With Trump eyeing space station demise, NASA pushes for commercial replacements
Published in News & Features
ORLANDO, Fla. — President Donald Trump and his new interim head of NASA Sean Duffy are pushing for a renewed effort to shuffle off the responsibility of running the International Space Station in favor of becoming a customer of a commercial space station provider instead.
NASA first doled out funds in 2021 for several groups to pursue private stations, including Blue Origin and Voyager Space, while also supporting Axiom Space to add modules to the ISS that would eventually detach to become its own freestanding station.
But little progress has been made toward realizing a commercial replacement.
Now NASA has asked for updated feedback from American companies as part of a draft Phase 2 Announcement for Partnership Proposals. The announcement made earlier this month called on the updates to be submitted by Sept. 12.
The ISS, which will be celebrating 25 years of continuous human presence in November, is slated to be decommissioned after 2030, but Trump’s proposed budget for NASA’s fiscal 2026 signaled shutting down American support sooner.
That includes reducing the number of crewed missions each year by stretching out the stays on board beyond six months, but also reducing the number of astronauts sent to the station on each mission.
Instead, Trump seeks to refocus all crewed efforts to exploration of the moon and Mars, leaving low-Earth orbit to commercial suppliers.
“NASA has led in low Earth orbit for 25 years and counting. Now, as we prepare for deorbiting the International Space Station in 2030, we’re calling on our commercial space partners to maintain this historic human presence,” Duffy said. “The American space industry is booming. Insight from these innovative companies will be invaluable as we work to chart the next phase of commercial space stations.”
NASA officials met with companies work on stations on Sept. 8 to outline expectations.
The updated push was to “ensure mission continuity, affordability, and national alignment, and to reduce the potential for a gap of a crew-capable platform in low-Earth orbit,” according to a NASA press release.
While Northrop Grumman was among the original group proposing standalone stations, that company has since dropped out to support instead Voyager Space’s station, named Starlab. The Blue Origin-led station is called Orbital Reef. Just when those companies plan to launch any infrastructure to build those stations has been a continuous moving target.
Axiom Space’s Axiom Station’s first module could fly to the ISS as early as 2027.
Meanwhile the SpaceX-backed company Vast, not included in the original NASA plans, has surged ahead with what is likely to be the first commercial space station in orbit. It’s still planning to launch its Haven-1 station from Florida in 2026.
The Phase 2 request from NASA may allow Vast to get into the funding mix.
“NASA is committed to continuing our partnership with industry to ensure a continuity in low-Earth orbit,” said NASA’s Angela Hart, manager of the Commercial Low Earth Orbit Development Program. “The work done under our Phase 1 contracts and agreements have put us in a prime position to be successful for this next funded Space Act Agreement phase.”
She said the new agreements will give commercial partners flexibility to define how best to satisfy NASA’s requirements for safety and affordability.
The requirements ultimate goal would be for a demonstration mission with four crew members for at least 30 days after a critical design review. Agreements expect to include up to a five-year period of performance.
Then would come Phase 3, when NASA actually moves into full customer mode purchasing services as needed among stations that passed the Phase 2 muster.

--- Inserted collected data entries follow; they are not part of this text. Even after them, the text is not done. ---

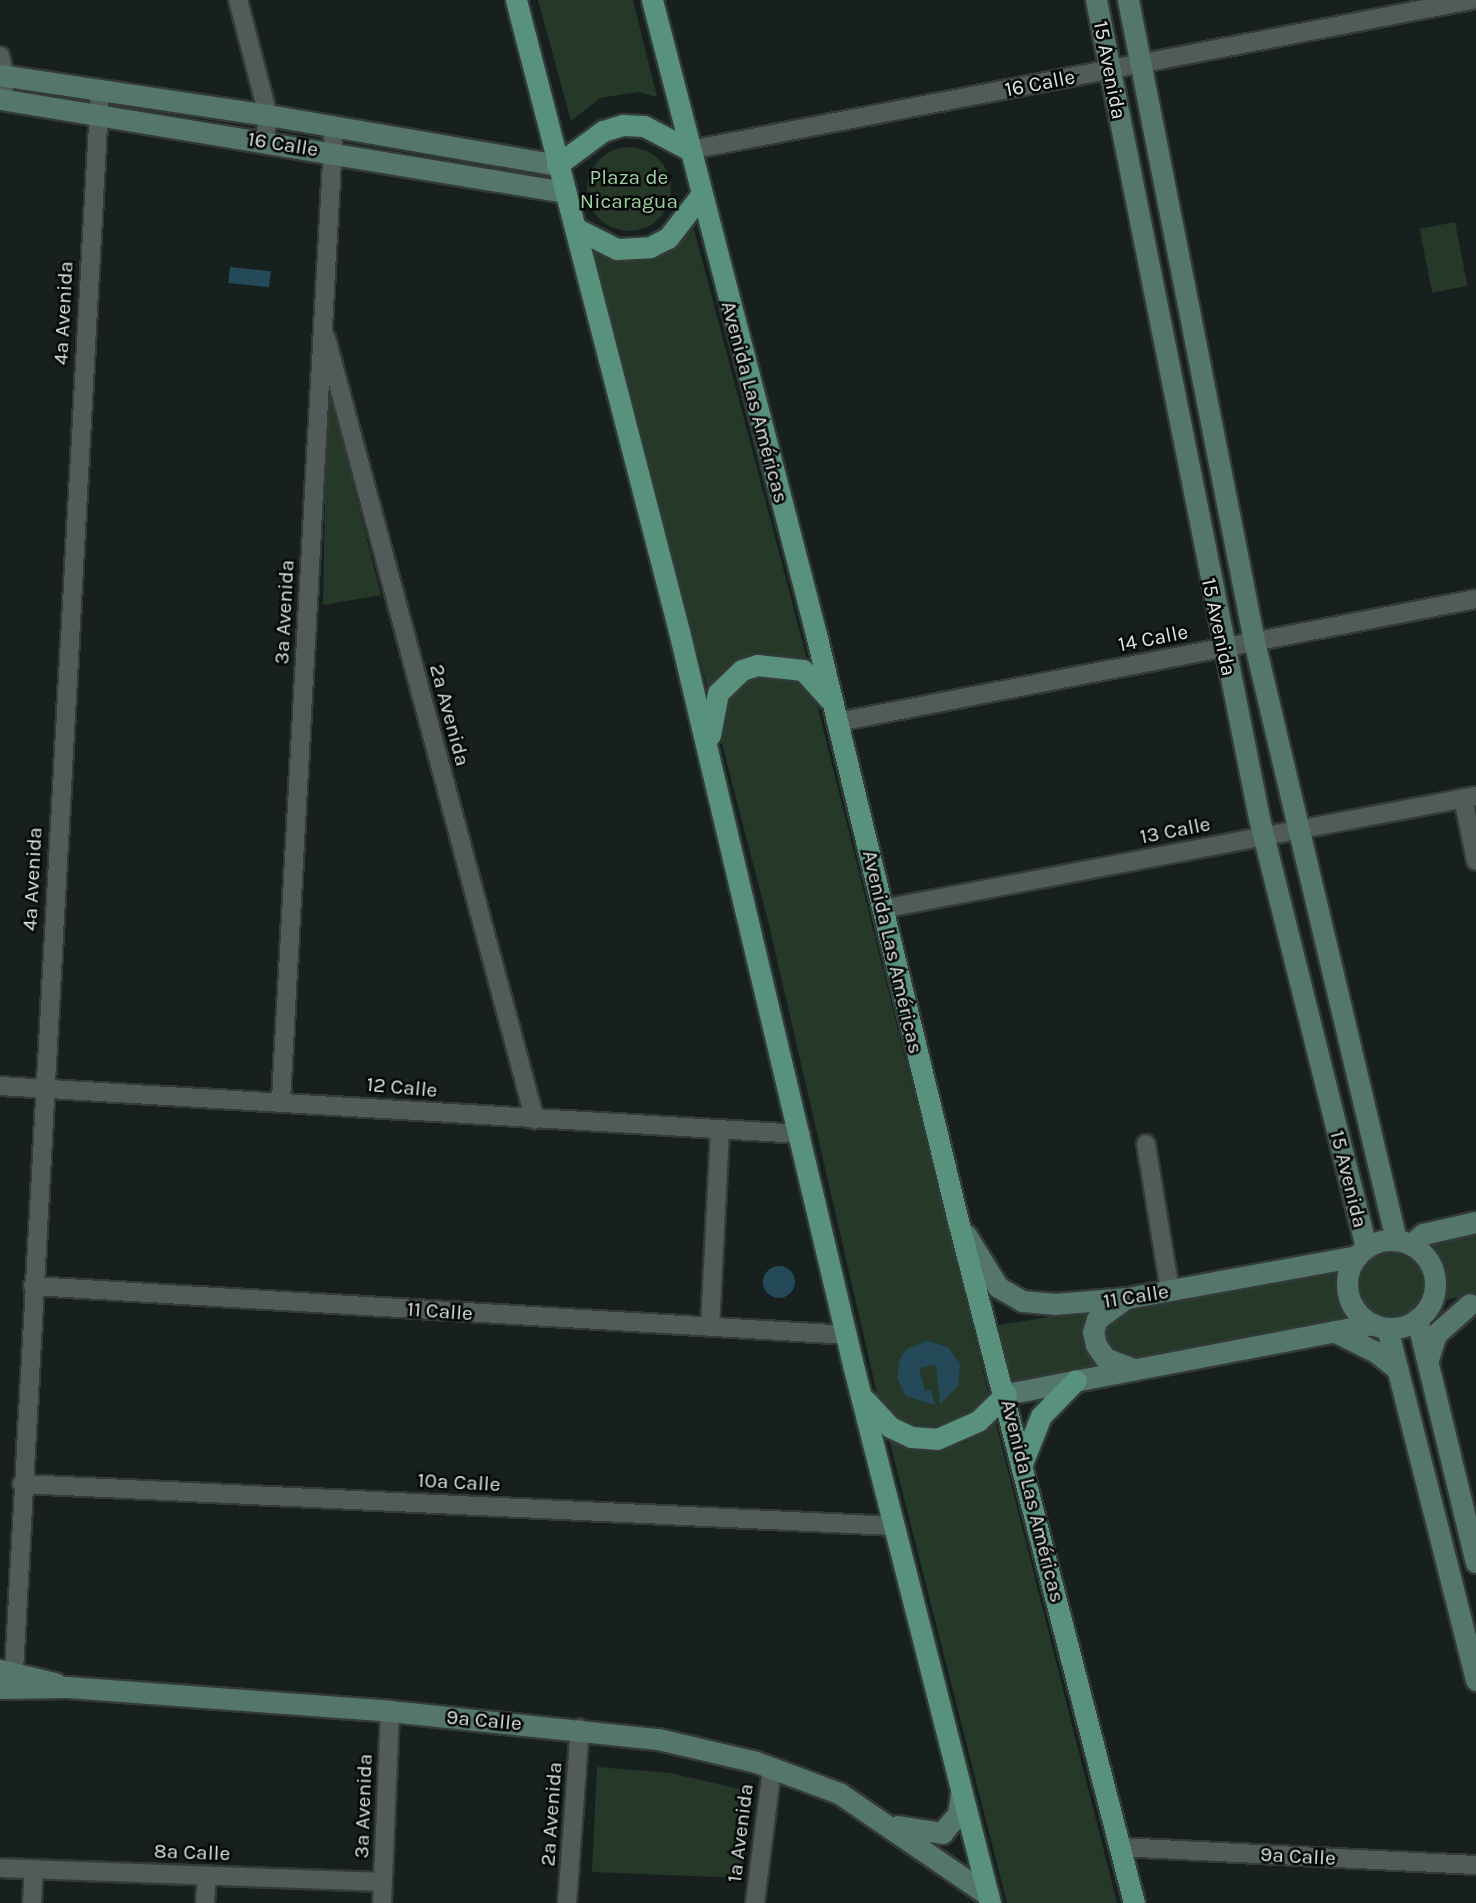 <!DOCTYPE html>
<html>
<head>
<meta charset="utf-8">
<style>
  body { margin:0 }
  #map { position:relative; width:1476px; height:1903px; overflow:hidden; background:#17201f; font-family:Karla,sans-serif }
  div>[style] { position:absolute }
  [style*='--x'] { left:calc(var(--x)*1px); top:calc(var(--y)*1px); width:calc(var(--w)*1px); rotate:calc(var(--a)*1deg) }
  .green>* { inset:0; background:#263828; transform-origin:0 0 }
  .round { border-radius:50% }
  .water>* { inset:0; background:#244958; transform-origin:0 0 }
  .roads { filter:drop-shadow(2px 0 #333a39) drop-shadow(-2px 0 #333a39) drop-shadow(0 2px #333a39) drop-shadow(0 -2px #333a39) }
  .street>* { height:18px; margin:-9px; padding:0 9px; transform-origin:9px; border-radius:9px; background:#515c5a }
  .secondary>* { height:21px; margin:-10.5px; padding:0 10.5px; transform-origin:10.5px; border-radius:10.5px; background:#55766b }
  .secondary>.ring { margin:-10.5px; padding:0; box-sizing:content-box; background:none; border:21px solid #55766b; border-radius:50% }
  .primary>* { height:21px; margin:-10.5px; padding:0 10.5px; transform-origin:10.5px; border-radius:10.5px; background:#58917c }
  span { translate:-50% -50%; white-space:nowrap; text-align:center; line-height:1.15; -webkit-text-stroke:5px #060908; paint-order:stroke }
  .street-label { font-size:21px; color:#dce2e1 }
  .park-label { font-size:21px; color:#9ecea2 }
</style>
</head>
<body>
<div id="map">
  <div class="green">
    <div style="clip-path:polygon(538px 0,633px 0,657px 97px,639px 92px,600px 98px,571px 121px)"></div>
    <div class="round" style="left:587px;top:147px;width:84px;height:84px"></div>
    <div style="left:1455px;top:222px;width:65px;height:36px;rotate:79deg"></div>
    <div style="clip-path:polygon(694px 229px,808px 663px,781px 660px,710px 698px,591px 250px,609px 259px,651px 259px,672px 249px)"></div>
    <div style="clip-path:polygon(327px 380px,381px 595px,323px 605px)"></div>
    <div style="clip-path:polygon(780px 671px,812px 684px,989px 1395px,958px 1422px,936px 1428px,902px 1422px,879px 1402px,769px 925px,715px 717px,723px 696px,744px 676px)"></div>
    <div style="clip-path:polygon(1476px 1235px,1476px 1294px,1441px 1301px,1440px 1271px,1427px 1244px)"></div>
    <div class="round" style="left:1357px;top:1249px;width:68px;height:68px"></div>
    <div style="clip-path:polygon(1343px 1264px,1340px 1280px,1353px 1320px,1131px 1361px,1108px 1351px,1101px 1324px,1131px 1306px)"></div>
    <div style="clip-path:polygon(1091px 1310px,1084px 1333px,1089px 1356px,1097px 1368px,1010px 1387px,993px 1326px)"></div>
    <div style="clip-path:polygon(995px 1420px,1117px 1903px,1007px 1903px,889px 1439px,908px 1447px,938px 1450px,967px 1442px)"></div>
    <div style="clip-path:polygon(597px 1767px,670px 1773px,753px 1792px,741px 1878px,592px 1872px)"></div>
  </div>
  <div class="water">
    <div style="left:230px;top:267px;width:41px;height:16px;rotate:6deg"></div>
    <div class="round" style="left:763px;top:1266px;width:32px;height:32px"></div>
    <div style="clip-path:polygon(927px 1341px,948px 1347px,960px 1364px,958px 1386px,940px 1404px,936px 1365px,919px 1368px,925px 1391px,931px 1390px,935px 1405px,906px 1396px,897px 1378px,900px 1358px,907px 1349px)"></div>
  </div>
  <div class="roads">
    <div class="street">
      <div style="--x:238;--y:0;--w:119;--a:75.4"></div>
      <div style="--x:268;--y:115;--w:25;--a:97"></div>
      <div style="--x:0;--y:56;--w:21;--a:76"></div>
      <div style="--x:5;--y:76;--w:24;--a:95"></div>
      <div style="--x:690;--y:150;--w:796;--a:-10.86"></div>
      <div style="--x:326;--y:338;--w:809;--a:75.04"></div>
      <div style="--x:838;--y:722;--w:650;--a:-10.91"></div>
      <div style="--x:1463;--y:798;--w:64;--a:78.3"></div>
      <div style="--x:882;--y:909;--w:605;--a:-10.77"></div>
      <div style="--x:0;--y:1086;--w:802;--a:3.43"></div>
      <div style="--x:281;--y:1100;--w:975;--a:-86.89"></div>
      <div style="--x:1146;--y:1144;--w:149;--a:80.7"></div>
      <div style="--x:33;--y:1286;--w:816;--a:3.44"></div>
      <div style="--x:710;--y:1327;--w:197;--a:-87.1"></div>
      <div style="--x:22;--y:1484;--w:873;--a:2.76"></div>
      <div style="--x:14;--y:1671;--w:1583;--a:-86.89"></div>
      <div style="--x:1120;--y:1847;--w:356;--a:2.9"></div>
      <div style="--x:0;--y:1868;--w:383;--a:2.1"></div>
      <div style="--x:32;--y:1903;--w:34;--a:-87"></div>
      <div style="--x:205;--y:1903;--w:27;--a:-86"></div>
      <div style="--x:382;--y:1903;--w:192;--a:-87.6"></div>
      <div style="--x:567;--y:1903;--w:175;--a:-85.8"></div>
      <div style="--x:755;--y:1903;--w:136;--a:-82.8"></div>
    </div>
    <div class="secondary">
      <div style="--x:1096;--y:0;--w:834;--a:78.73"></div>
      <div style="--x:1259;--y:818;--w:443;--a:76"></div>
      <div style="--x:1128;--y:0;--w:653;--a:78.88"></div>
      <div style="--x:1254;--y:641;--w:616;--a:76.66"></div>
      <div style="--x:0;--y:75;--w:271;--a:8.5"></div>
      <div style="--x:268;--y:115;--w:293;--a:9.8"></div>
      <div style="--x:0;--y:99;--w:573;--a:9.35"></div>
      <div style="--x:966;--y:1235;--w:61;--a:58.4"></div>
      <div style="--x:998;--y:1287;--w:28;--a:30"></div>
      <div style="--x:1022;--y:1301;--w:32;--a:5"></div>
      <div style="--x:1054;--y:1304;--w:73;--a:-4.7"></div>
      <div style="--x:1127;--y:1298;--w:234;--a:-10.3"></div>
      <div class="ring" style="left:1347px;top:1240px;width:67px;height:67px"></div>
      <div style="--x:1411;--y:1244;--w:16;--a:-40"></div>
      <div style="--x:1423;--y:1234;--w:54;--a:-12.8"></div>
      <div style="--x:1122;--y:1301;--w:31;--a:144"></div>
      <div style="--x:1097;--y:1319;--w:14;--a:107"></div>
      <div style="--x:1093;--y:1332;--w:13;--a:77"></div>
      <div style="--x:1096;--y:1345;--w:16;--a:55"></div>
      <div style="--x:1105;--y:1358;--w:30;--a:21"></div>
      <div style="--x:1417;--y:1319;--w:250;--a:76.4"></div>
      <div style="--x:1387;--y:1328;--w:363;--a:75.8"></div>
      <div style="--x:1334;--y:1331;--w:47;--a:26.6"></div>
      <div style="--x:1376;--y:1352;--w:28;--a:39"></div>
      <div style="--x:1428;--y:1359;--w:26;--a:-72"></div>
      <div style="--x:1436;--y:1334;--w:45;--a:-41.4"></div>
      <div style="--x:1006;--y:1394;--w:374;--a:-10.8"></div>
      <div style="--x:0;--y:1670;--w:57;--a:13.3"></div>
      <div style="--x:0;--y:1688;--w:67;--a:-0.9"></div>
      <div style="--x:67;--y:1687;--w:324;--a:4.2"></div>
      <div style="--x:390;--y:1711;--w:269;--a:6"></div>
      <div style="--x:658;--y:1739;--w:101;--a:13.2"></div>
      <div style="--x:756;--y:1762;--w:89;--a:20.5"></div>
      <div style="--x:839;--y:1793;--w:181;--a:34.4"></div>
      <div style="--x:898;--y:1826;--w:45;--a:9"></div>
      <div style="--x:942;--y:1833;--w:25;--a:-50"></div>
      <div style="--x:958;--y:1814;--w:22;--a:-82"></div>
    </div>
    <div class="primary">
      <div style="--x:516;--y:0;--w:652;--a:75.52"></div>
      <div style="--x:679;--y:631;--w:758;--a:76.66"></div>
      <div style="--x:854;--y:1369;--w:551;--a:75.71"></div>
      <div style="--x:652;--y:0;--w:655;--a:75.5"></div>
      <div style="--x:816;--y:634;--w:600;--a:76.4"></div>
      <div style="--x:957;--y:1217;--w:708;--a:75.53"></div>
      <div style="--x:557;--y:165;--w:57;--a:-36.5"></div>
      <div style="--x:603;--y:131;--w:21;--a:-17"></div>
      <div style="--x:623;--y:125;--w:21;--a:3"></div>
      <div style="--x:644;--y:126;--w:52;--a:27.6"></div>
      <div style="--x:575;--y:228;--w:47;--a:26.6"></div>
      <div style="--x:617;--y:249;--w:33;--a:-3"></div>
      <div style="--x:650;--y:247;--w:20;--a:-27"></div>
      <div style="--x:668;--y:238;--w:54;--a:-52.5"></div>
      <div style="--x:710;--y:735;--w:43;--a:-79.2"></div>
      <div style="--x:718;--y:693;--w:33;--a:-44"></div>
      <div style="--x:742;--y:670;--w:16;--a:-18"></div>
      <div style="--x:757;--y:665;--w:46;--a:6.2"></div>
      <div style="--x:803;--y:670;--w:39;--a:48"></div>
      <div style="--x:866;--y:1401;--w:35;--a:47"></div>
      <div style="--x:890;--y:1427;--w:23;--a:25"></div>
      <div style="--x:911;--y:1437;--w:26;--a:4"></div>
      <div style="--x:937;--y:1439;--w:45;--a:-23.7"></div>
      <div style="--x:978;--y:1421;--w:39;--a:-44"></div>
      <div style="--x:1023;--y:1461;--w:48;--a:-68.2"></div>
      <div style="--x:1041;--y:1416;--w:50;--a:-45.8"></div>
    </div>
  </div>
  <div class="street-label">
    <span style="left:1110px;top:70px;rotate:79deg">15 Avenida</span>
    <span style="left:1040px;top:83px;rotate:-11deg">16 Calle</span>
    <span style="left:283px;top:144px;rotate:9deg">16 Calle</span>
    <span style="left:63px;top:313px;rotate:-87deg">4a Avenida</span>
    <span style="left:755px;top:402px;rotate:75deg">Avenida Las Américas</span>
    <span style="left:284px;top:612px;rotate:-87deg">3a Avenida</span>
    <span style="left:1219px;top:627px;rotate:78deg">15 Avenida</span>
    <span style="left:1153px;top:638px;rotate:-11deg">14 Calle</span>
    <span style="left:450px;top:715px;rotate:75deg">2a Avenida</span>
    <span style="left:1175px;top:830px;rotate:-11deg">13 Calle</span>
    <span style="left:32px;top:879px;rotate:-87deg">4a Avenida</span>
    <span style="left:893px;top:952px;rotate:77deg">Avenida Las Américas</span>
    <span style="left:402px;top:1087px;rotate:5deg">12 Calle</span>
    <span style="left:1349px;top:1179px;rotate:76deg">15 Avenida</span>
    <span style="left:1136px;top:1296px;rotate:-9deg">11 Calle</span>
    <span style="left:440px;top:1311px;rotate:4deg">11 Calle</span>
    <span style="left:459px;top:1482px;rotate:3deg">10a Calle</span>
    <span style="left:1033px;top:1501px;rotate:76deg">Avenida Las Américas</span>
    <span style="left:484px;top:1720px;rotate:5deg">9a Calle</span>
    <span style="left:363px;top:1806px;rotate:-88deg">3a Avenida</span>
    <span style="left:551px;top:1814px;rotate:-86deg">2a Avenida</span>
    <span style="left:740px;top:1833px;rotate:-83deg">1a Avenida</span>
    <span style="left:192px;top:1852px;rotate:2deg">8a Calle</span>
    <span style="left:1298px;top:1856px;rotate:3deg">9a Calle</span>
  </div>
  <div class="park-label">
    <span style="left:629px;top:189px">Plaza de<br>Nicaragua</span>
  </div>
</div>
</body>
</html>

While Trump may have his eyes on the moon and Mars, his first NASA administrator, Jim Bridenstine, warned about any sort of gap in American presence in low-Earth orbit during recent testimony at a Senate committee hearing.
“We need to have space stations that can, in effect, replace the International Space Station. When I say that, I mean space stations that are fully mission-capable and have a permanent human presence in space,” he said.
He highlighted the technologies that have poured forth, including pharmaceutical development to treat diseases that have never been treatable before, as evidence of why America shouldn’t leave this part of space behind.
“Regenerative medicine, the ability to print in human tissue, to grow in 3D human tissue. All of these capabilities, if we don’t stay in front of it, our greatest competitor China will, and our international partners will join them in that effort,” he said.
He also noted the work done to advance materials like semiconductors and hypersonic research.
“Microgravity is critical to all of these capabilities, and we’re at risk if we don’t have a fully mission capable system,” he said.